“Kamu,” beber ‘Abdullah bin Abi Handzalah, “adalah setan.”
Seraya terperangah, setan pun bertanya, “Bagaimana kamu bisa mengenali aku?”
“Saat keluar dari masjid,” tutur ‘Abdullah bin Abi Handzalah, “aku tengah mengingat-ingat Allah Ta’ala. Namun, ketika melihat dirimu, aku langsung lalai dari mengingat Allah Ta’ala.”
“Dari situlah,” simpul ‘Abdullah bin Abi Handzalah, “aku menyadari bahwa engkau adalah setan.”
“Kamu benar.” sahut setan membenarkan.
Ketika ‘Abdullah bin Abi Handzalah hendak pergi menjauh, setan pun mencegahnya. Katanya, “Akan aku beritahukan kepadamu satu hal.”
“Aku,” tolak ‘Abdullah bin Abi Handzalah, “tidak memerlukannya.”
“Dengarkan dulu,” kata setan bernegosiasi, “jika benar, kerjakanlah. Andai salah, acuhkan dan tinggalkanlah.”

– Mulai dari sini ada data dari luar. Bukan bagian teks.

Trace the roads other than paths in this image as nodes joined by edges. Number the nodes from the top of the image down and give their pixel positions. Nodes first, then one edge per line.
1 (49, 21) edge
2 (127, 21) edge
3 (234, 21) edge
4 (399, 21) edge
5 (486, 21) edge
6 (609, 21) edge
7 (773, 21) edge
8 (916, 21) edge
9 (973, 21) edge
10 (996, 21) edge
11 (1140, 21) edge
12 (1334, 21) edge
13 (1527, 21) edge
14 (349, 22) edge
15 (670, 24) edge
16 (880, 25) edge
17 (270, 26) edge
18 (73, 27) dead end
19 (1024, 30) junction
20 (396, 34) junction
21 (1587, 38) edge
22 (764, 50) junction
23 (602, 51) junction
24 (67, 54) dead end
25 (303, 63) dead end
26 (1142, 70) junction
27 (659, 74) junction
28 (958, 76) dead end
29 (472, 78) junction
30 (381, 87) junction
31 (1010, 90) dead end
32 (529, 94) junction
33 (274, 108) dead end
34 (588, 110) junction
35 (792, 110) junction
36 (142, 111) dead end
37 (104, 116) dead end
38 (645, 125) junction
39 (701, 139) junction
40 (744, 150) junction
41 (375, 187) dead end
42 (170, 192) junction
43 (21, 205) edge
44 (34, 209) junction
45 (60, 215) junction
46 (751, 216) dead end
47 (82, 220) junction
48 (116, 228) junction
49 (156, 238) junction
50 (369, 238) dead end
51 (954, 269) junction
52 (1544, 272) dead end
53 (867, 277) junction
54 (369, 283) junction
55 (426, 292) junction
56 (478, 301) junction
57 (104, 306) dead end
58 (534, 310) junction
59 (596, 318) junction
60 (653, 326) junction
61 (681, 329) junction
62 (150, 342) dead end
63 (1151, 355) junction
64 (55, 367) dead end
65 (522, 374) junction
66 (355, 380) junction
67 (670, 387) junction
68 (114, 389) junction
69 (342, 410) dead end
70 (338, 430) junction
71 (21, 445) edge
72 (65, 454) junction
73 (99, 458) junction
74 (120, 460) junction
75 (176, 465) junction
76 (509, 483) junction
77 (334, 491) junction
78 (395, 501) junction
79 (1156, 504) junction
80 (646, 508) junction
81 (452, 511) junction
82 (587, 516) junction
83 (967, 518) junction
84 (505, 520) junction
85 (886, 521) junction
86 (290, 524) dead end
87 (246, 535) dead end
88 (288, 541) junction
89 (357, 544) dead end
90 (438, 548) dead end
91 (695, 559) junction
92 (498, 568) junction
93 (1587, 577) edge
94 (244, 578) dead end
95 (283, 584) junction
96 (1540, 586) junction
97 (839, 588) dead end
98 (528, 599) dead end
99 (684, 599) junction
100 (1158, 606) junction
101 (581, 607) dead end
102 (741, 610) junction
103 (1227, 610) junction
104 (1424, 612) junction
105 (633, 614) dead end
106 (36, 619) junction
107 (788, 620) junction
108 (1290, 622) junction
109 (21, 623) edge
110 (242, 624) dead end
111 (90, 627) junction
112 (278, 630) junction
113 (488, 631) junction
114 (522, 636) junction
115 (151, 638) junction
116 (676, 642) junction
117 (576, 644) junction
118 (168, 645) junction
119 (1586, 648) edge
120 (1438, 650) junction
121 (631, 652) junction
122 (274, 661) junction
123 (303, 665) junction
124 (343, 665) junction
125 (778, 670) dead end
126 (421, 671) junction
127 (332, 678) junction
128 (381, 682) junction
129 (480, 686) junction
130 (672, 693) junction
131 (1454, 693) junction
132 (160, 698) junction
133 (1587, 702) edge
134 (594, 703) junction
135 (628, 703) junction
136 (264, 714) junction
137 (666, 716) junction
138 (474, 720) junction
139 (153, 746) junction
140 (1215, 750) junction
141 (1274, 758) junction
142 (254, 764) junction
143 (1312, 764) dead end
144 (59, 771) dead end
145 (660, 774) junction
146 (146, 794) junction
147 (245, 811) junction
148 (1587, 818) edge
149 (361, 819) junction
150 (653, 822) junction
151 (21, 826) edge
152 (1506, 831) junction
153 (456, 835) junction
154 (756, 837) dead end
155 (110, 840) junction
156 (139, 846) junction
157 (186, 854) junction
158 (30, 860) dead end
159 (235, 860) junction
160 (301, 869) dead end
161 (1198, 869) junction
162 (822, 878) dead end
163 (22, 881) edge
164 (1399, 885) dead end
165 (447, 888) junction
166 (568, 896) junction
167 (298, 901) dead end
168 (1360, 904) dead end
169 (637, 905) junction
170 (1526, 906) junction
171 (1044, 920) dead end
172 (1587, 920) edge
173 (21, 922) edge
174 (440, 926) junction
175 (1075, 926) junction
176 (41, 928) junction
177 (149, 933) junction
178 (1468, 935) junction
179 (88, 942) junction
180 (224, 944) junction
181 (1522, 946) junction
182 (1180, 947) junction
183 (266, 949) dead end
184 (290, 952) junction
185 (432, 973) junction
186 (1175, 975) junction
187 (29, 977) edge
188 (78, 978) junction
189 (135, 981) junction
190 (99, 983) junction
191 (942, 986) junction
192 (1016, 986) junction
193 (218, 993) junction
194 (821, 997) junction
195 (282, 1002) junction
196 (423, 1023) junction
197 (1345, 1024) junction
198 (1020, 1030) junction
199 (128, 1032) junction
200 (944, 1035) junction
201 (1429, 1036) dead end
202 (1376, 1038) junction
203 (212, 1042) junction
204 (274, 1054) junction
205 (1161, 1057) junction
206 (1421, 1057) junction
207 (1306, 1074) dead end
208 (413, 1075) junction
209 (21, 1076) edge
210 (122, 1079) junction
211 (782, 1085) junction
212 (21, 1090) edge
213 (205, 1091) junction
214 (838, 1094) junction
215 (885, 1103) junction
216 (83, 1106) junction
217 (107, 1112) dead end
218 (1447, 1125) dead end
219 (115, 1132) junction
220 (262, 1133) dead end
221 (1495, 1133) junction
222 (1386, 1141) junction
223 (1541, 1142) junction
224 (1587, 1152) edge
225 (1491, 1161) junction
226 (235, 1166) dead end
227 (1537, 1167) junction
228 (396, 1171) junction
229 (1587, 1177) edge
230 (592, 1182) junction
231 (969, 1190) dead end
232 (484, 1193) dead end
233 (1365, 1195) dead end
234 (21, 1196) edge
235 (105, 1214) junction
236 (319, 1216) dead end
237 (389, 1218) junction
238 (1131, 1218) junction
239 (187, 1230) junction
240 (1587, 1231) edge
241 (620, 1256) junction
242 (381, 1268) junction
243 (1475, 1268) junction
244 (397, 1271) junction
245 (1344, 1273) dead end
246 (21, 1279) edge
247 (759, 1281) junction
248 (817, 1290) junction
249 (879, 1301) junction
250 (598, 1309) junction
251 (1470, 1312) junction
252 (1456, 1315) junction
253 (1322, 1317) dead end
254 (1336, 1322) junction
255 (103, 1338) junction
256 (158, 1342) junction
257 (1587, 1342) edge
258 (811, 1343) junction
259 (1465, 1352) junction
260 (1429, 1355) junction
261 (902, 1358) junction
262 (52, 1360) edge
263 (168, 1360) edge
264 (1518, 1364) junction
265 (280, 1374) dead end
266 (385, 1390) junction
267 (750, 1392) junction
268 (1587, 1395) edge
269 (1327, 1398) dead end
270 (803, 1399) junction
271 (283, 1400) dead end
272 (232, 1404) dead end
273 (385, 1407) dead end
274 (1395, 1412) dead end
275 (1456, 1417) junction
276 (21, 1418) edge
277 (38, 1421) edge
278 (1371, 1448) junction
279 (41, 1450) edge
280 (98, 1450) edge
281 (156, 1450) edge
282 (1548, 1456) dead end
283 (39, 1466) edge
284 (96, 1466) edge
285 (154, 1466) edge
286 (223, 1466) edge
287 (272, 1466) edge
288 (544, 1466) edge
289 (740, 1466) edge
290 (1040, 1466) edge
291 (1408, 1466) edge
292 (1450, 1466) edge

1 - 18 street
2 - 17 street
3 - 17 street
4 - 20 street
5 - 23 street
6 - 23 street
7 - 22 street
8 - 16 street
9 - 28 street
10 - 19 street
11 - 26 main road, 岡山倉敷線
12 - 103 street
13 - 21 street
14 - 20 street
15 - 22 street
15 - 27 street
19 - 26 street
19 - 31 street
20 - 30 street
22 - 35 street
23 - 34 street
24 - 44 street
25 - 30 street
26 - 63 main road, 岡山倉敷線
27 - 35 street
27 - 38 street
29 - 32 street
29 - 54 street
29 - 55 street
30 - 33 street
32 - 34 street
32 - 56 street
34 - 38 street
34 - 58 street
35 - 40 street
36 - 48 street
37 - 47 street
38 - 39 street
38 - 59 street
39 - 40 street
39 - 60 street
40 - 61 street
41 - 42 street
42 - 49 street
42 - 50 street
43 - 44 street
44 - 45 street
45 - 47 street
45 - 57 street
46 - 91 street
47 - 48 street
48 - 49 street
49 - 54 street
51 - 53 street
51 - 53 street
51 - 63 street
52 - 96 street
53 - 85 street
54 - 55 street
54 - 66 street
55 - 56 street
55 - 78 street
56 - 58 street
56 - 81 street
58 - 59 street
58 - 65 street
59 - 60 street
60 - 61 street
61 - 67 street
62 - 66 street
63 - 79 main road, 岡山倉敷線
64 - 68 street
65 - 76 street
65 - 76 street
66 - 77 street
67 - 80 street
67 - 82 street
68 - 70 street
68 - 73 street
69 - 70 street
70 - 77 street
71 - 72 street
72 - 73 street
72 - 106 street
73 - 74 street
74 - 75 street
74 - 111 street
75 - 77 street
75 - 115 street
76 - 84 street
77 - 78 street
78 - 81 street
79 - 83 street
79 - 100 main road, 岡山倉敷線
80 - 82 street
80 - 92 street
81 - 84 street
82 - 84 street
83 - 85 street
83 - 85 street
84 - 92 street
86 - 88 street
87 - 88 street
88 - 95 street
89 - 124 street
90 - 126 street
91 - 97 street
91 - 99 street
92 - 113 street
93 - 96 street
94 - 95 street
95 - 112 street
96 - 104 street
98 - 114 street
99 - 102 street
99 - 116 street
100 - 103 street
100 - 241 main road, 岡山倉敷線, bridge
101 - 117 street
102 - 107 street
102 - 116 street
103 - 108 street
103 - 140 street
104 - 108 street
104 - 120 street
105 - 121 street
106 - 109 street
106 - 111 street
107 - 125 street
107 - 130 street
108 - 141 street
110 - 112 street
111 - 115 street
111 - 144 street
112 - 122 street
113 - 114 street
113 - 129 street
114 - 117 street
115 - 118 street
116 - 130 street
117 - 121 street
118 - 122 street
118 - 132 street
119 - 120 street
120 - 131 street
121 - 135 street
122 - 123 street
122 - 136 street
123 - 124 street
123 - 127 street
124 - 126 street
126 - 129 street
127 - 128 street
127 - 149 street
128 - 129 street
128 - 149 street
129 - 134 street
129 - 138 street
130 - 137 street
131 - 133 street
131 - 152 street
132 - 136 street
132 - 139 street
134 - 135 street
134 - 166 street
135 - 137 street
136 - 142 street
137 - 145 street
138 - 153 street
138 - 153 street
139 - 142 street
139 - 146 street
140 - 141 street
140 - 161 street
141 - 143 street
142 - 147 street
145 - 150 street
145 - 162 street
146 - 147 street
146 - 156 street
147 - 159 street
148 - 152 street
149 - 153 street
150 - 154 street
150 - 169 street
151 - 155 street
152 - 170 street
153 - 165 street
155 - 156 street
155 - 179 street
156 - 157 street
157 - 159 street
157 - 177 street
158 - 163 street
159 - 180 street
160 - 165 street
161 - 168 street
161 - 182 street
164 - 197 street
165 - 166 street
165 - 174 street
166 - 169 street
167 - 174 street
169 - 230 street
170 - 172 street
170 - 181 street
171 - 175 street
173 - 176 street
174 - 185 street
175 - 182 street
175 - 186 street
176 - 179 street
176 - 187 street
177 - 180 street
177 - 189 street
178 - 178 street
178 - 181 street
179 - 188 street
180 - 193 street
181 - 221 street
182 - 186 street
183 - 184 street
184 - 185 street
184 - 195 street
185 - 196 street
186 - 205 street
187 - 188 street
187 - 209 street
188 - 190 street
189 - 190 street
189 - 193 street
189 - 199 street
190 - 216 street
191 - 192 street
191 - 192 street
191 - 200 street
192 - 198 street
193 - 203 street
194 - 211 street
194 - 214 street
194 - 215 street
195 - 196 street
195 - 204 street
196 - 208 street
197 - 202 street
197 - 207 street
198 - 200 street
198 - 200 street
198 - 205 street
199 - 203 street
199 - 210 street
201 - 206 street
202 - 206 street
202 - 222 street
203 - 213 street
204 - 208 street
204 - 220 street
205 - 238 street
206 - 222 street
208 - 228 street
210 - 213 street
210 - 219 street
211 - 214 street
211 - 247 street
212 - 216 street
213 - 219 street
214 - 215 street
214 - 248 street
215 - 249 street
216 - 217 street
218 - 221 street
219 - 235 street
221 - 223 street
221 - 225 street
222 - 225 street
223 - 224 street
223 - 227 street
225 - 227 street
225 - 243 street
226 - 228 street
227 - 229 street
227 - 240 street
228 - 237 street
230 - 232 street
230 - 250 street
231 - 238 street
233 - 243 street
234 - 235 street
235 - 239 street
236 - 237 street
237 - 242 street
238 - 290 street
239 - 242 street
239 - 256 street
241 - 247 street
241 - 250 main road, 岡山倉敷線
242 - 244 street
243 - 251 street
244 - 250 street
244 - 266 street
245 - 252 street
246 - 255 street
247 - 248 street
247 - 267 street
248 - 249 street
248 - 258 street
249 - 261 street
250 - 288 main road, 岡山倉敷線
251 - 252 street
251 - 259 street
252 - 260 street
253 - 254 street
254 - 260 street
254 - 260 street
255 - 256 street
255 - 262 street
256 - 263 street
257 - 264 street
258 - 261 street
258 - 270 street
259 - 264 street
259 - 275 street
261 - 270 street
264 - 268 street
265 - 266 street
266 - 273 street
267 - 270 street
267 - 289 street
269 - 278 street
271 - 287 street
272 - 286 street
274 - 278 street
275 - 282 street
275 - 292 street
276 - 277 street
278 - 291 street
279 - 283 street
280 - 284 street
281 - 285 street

Sebab dipaksa dan berharap ada hikmah yang didapat, ‘Abdullah bin Abi Handzalah pun tetap di tempat. Kata setan, “Jangan pernah sekali pun meminta dengan harapan yang penuh kepada sesama manusia. Mintalah hanya pada Allah Ta’ala. Dan,” pungkasnya menutup percakapan, “lihatlah wajahmu saat marah.”
Setan memberitahukan kepada kita agar bercermin saat marah. Pasalnya, ketika itu, wajah setan berada di wajah seseorang yang marah. dengan melihat wajah diri saat dilanda amarah itulah, orang-orang yang bersih hatinya akan segera tersadar dan beristighfar hingga amarahnya mereda.
Selain itu, wujud setan juga bisa dikenali di mata orang yang sedang marah dan aliran darahnya. Itulah yang menjadi sebab memerahnya wajah dan naiknya detak jantung tatkala seseorang marah.
“Jangan marah,” pesan cinta Nabi suatu ketika, “dan bagimu surga.” [Pirman/Kisahikmah]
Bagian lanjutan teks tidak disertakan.